Directions: If a line of the records contains the string "nodes", copy it out.

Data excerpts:
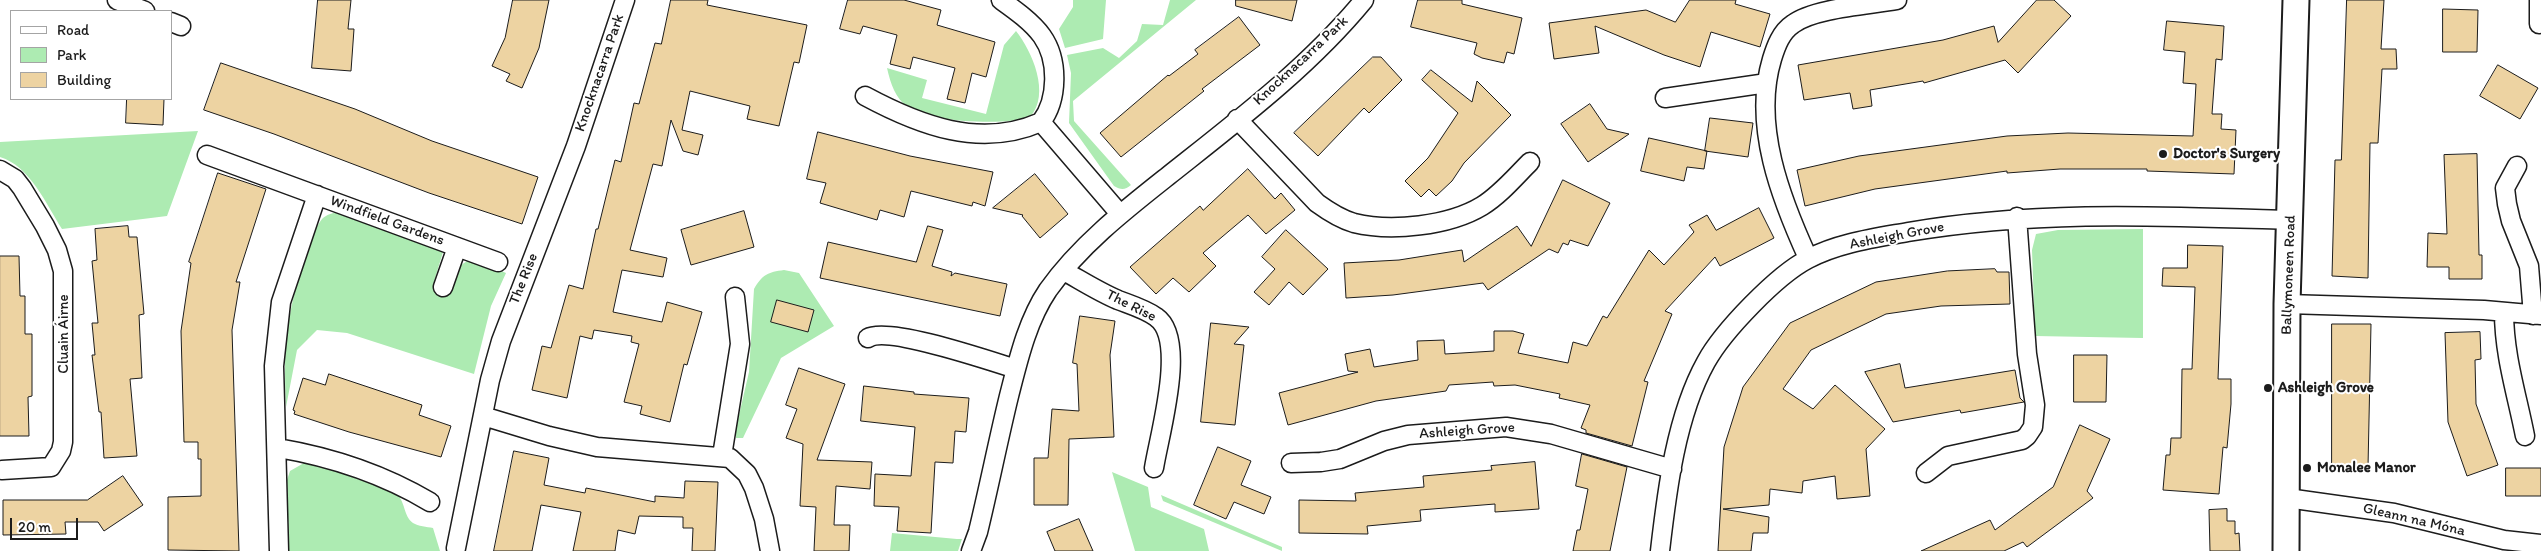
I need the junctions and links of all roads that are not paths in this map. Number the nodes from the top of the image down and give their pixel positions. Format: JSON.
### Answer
{"nodes":[{"id":1,"x":118,"y":0,"type":"edge"},
{"id":2,"x":625,"y":0,"type":"edge"},
{"id":3,"x":1001,"y":0,"type":"edge"},
{"id":4,"x":1364,"y":0,"type":"edge"},
{"id":5,"x":1897,"y":0,"type":"edge"},
{"id":6,"x":2296,"y":0,"type":"edge"},
{"id":7,"x":2539,"y":0,"type":"edge"},
{"id":8,"x":1809,"y":7,"type":"edge"},
{"id":9,"x":143,"y":10,"type":"edge"},
{"id":10,"x":2539,"y":24,"type":"dead end"},
{"id":11,"x":1767,"y":83,"type":"junction"},
{"id":12,"x":865,"y":96,"type":"dead end"},
{"id":13,"x":1665,"y":98,"type":"dead end"},
{"id":14,"x":1237,"y":119,"type":"junction"},
{"id":15,"x":1041,"y":122,"type":"junction"},
{"id":16,"x":576,"y":146,"type":"joint"},
{"id":17,"x":207,"y":155,"type":"dead end"},
{"id":18,"x":1530,"y":162,"type":"dead end"},
{"id":19,"x":2517,"y":166,"type":"dead end"},
{"id":20,"x":0,"y":170,"type":"edge"},
{"id":21,"x":317,"y":196,"type":"junction"},
{"id":22,"x":1120,"y":214,"type":"junction"},
{"id":23,"x":2017,"y":218,"type":"junction"},
{"id":24,"x":2290,"y":220,"type":"junction"},
{"id":25,"x":457,"y":247,"type":"junction"},
{"id":26,"x":1808,"y":258,"type":"junction"},
{"id":27,"x":498,"y":262,"type":"dead end"},
{"id":28,"x":1064,"y":272,"type":"junction"},
{"id":29,"x":443,"y":287,"type":"dead end"},
{"id":30,"x":735,"y":297,"type":"dead end"},
{"id":31,"x":2287,"y":304,"type":"junction"},
{"id":32,"x":2504,"y":312,"type":"junction"},
{"id":33,"x":2537,"y":315,"type":"edge"},
{"id":34,"x":868,"y":338,"type":"dead end"},
{"id":35,"x":1016,"y":369,"type":"junction"},
{"id":36,"x":483,"y":416,"type":"junction"},
{"id":37,"x":2525,"y":436,"type":"dead end"},
{"id":38,"x":278,"y":448,"type":"junction"},
{"id":39,"x":722,"y":456,"type":"junction"},
{"id":40,"x":1290,"y":463,"type":"dead end"},
{"id":41,"x":1154,"y":468,"type":"dead end"},
{"id":42,"x":1672,"y":469,"type":"junction"},
{"id":43,"x":2,"y":470,"type":"dead end"},
{"id":44,"x":1926,"y":473,"type":"dead end"},
{"id":45,"x":2288,"y":498,"type":"junction"},
{"id":46,"x":430,"y":502,"type":"dead end"},
{"id":47,"x":2541,"y":544,"type":"edge"},
{"id":48,"x":456,"y":548,"type":"dead end"},
{"id":49,"x":279,"y":551,"type":"edge"},
{"id":50,"x":770,"y":551,"type":"edge"},
{"id":51,"x":972,"y":551,"type":"edge"},
{"id":52,"x":1660,"y":551,"type":"edge"},
{"id":53,"x":2286,"y":551,"type":"edge"}],
"edges":[{"from":1,"to":9,"type":"street"},
{"from":2,"to":16,"type":"street","name":"Knocknacarra Park"},
{"from":3,"to":15,"type":"street"},
{"from":4,"to":14,"type":"street","name":"Knocknacarra Park"},
{"from":5,"to":8,"type":"street"},
{"from":6,"to":24,"type":"street","name":"Ballymoneen Road"},
{"from":7,"to":10,"type":"street"},
{"from":8,"to":11,"type":"street"},
{"from":11,"to":13,"type":"street"},
{"from":11,"to":26,"type":"street"},
{"from":12,"to":15,"type":"street"},
{"from":14,"to":18,"type":"street"},
{"from":14,"to":22,"type":"street","name":"Knocknacarra Park"},
{"from":15,"to":22,"type":"street"},
{"from":16,"to":36,"type":"street","name":"The Rise"},
{"from":17,"to":21,"type":"street","name":"Windfield Gardens"},
{"from":19,"to":33,"type":"street"},
{"from":20,"to":43,"type":"street","name":"Cluain Áirne"},
{"from":21,"to":25,"type":"street","name":"Windfield Gardens"},
{"from":21,"to":38,"type":"street","name":"Windfield Gardens"},
{"from":22,"to":28,"type":"street","name":"Knocknacarra Park"},
{"from":23,"to":24,"type":"street","name":"Ashleigh Grove"},
{"from":23,"to":26,"type":"street","name":"Ashleigh Grove"},
{"from":23,"to":44,"type":"street"},
{"from":24,"to":31,"type":"street","name":"Ballymoneen Road"},
{"from":25,"to":27,"type":"street","name":"Windfield Gardens"},
{"from":25,"to":29,"type":"street","name":"Windfield Gardens"},
{"from":26,"to":42,"type":"street","name":"Ashleigh Grove"},
{"from":28,"to":35,"type":"street"},
{"from":28,"to":41,"type":"street","name":"The Rise"},
{"from":30,"to":39,"type":"street"},
{"from":31,"to":32,"type":"street"},
{"from":31,"to":45,"type":"street","name":"Ballymoneen Road"},
{"from":32,"to":33,"type":"street"},
{"from":32,"to":37,"type":"street"},
{"from":34,"to":35,"type":"street"},
{"from":35,"to":51,"type":"street"},
{"from":36,"to":39,"type":"street"},
{"from":36,"to":48,"type":"street","name":"The Rise"},
{"from":38,"to":46,"type":"street"},
{"from":38,"to":49,"type":"street","name":"Windfield Gardens"},
{"from":39,"to":50,"type":"street"},
{"from":40,"to":42,"type":"street","name":"Ashleigh Grove"},
{"from":42,"to":52,"type":"street","name":"Ashleigh Grove"},
{"from":45,"to":47,"type":"street","name":"Gleann na Móna"},
{"from":45,"to":53,"type":"street","name":"Ballymoneen Road"}]}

Answer below:
I need the junctions and links of all roads that are not paths in this map. Number the nodes from the top of the image down and give their pixel positions. Format: JSON.
{"nodes":[{"id":1,"x":118,"y":0,"type":"edge"},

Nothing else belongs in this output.